Exercise: Return the lines below that contain the word "Winston".

Records contained in a dataset:

++++++++++

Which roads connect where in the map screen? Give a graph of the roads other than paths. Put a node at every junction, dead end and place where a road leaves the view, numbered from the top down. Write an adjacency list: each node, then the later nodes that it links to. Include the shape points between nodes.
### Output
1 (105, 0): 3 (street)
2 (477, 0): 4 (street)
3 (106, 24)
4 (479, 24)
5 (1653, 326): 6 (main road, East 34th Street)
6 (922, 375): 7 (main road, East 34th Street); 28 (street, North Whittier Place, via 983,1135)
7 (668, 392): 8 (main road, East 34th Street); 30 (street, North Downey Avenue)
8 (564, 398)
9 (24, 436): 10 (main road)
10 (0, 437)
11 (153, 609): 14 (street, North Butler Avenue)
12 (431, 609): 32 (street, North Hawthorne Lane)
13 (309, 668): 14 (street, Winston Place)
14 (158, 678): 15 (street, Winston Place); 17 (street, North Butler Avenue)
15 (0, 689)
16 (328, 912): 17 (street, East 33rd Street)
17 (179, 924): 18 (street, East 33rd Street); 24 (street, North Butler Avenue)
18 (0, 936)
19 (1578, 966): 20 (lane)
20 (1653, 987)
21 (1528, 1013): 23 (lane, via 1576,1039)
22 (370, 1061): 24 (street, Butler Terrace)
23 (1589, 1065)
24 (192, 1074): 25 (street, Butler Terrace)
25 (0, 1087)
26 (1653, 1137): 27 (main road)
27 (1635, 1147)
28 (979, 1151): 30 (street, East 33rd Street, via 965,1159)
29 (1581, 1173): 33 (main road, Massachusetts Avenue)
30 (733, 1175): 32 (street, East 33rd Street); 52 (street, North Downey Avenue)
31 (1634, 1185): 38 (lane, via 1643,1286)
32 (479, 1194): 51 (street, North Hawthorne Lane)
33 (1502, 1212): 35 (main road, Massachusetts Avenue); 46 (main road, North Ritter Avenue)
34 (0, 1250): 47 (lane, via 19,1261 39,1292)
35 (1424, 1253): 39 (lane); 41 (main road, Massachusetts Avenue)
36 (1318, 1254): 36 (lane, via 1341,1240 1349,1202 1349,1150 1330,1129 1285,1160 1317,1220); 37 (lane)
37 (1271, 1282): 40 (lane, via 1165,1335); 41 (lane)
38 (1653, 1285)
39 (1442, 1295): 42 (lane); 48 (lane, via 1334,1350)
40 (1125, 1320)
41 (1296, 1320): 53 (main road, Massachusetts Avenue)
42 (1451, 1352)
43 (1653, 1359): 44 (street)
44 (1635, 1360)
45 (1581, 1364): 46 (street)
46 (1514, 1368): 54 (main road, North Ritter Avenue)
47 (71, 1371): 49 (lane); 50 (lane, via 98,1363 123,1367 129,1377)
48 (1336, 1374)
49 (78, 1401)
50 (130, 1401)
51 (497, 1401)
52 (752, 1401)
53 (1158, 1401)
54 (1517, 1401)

++++++++++

Task answer:
13 (309, 668): 14 (street, Winston Place)
14 (158, 678): 15 (street, Winston Place); 17 (street, North Butler Avenue)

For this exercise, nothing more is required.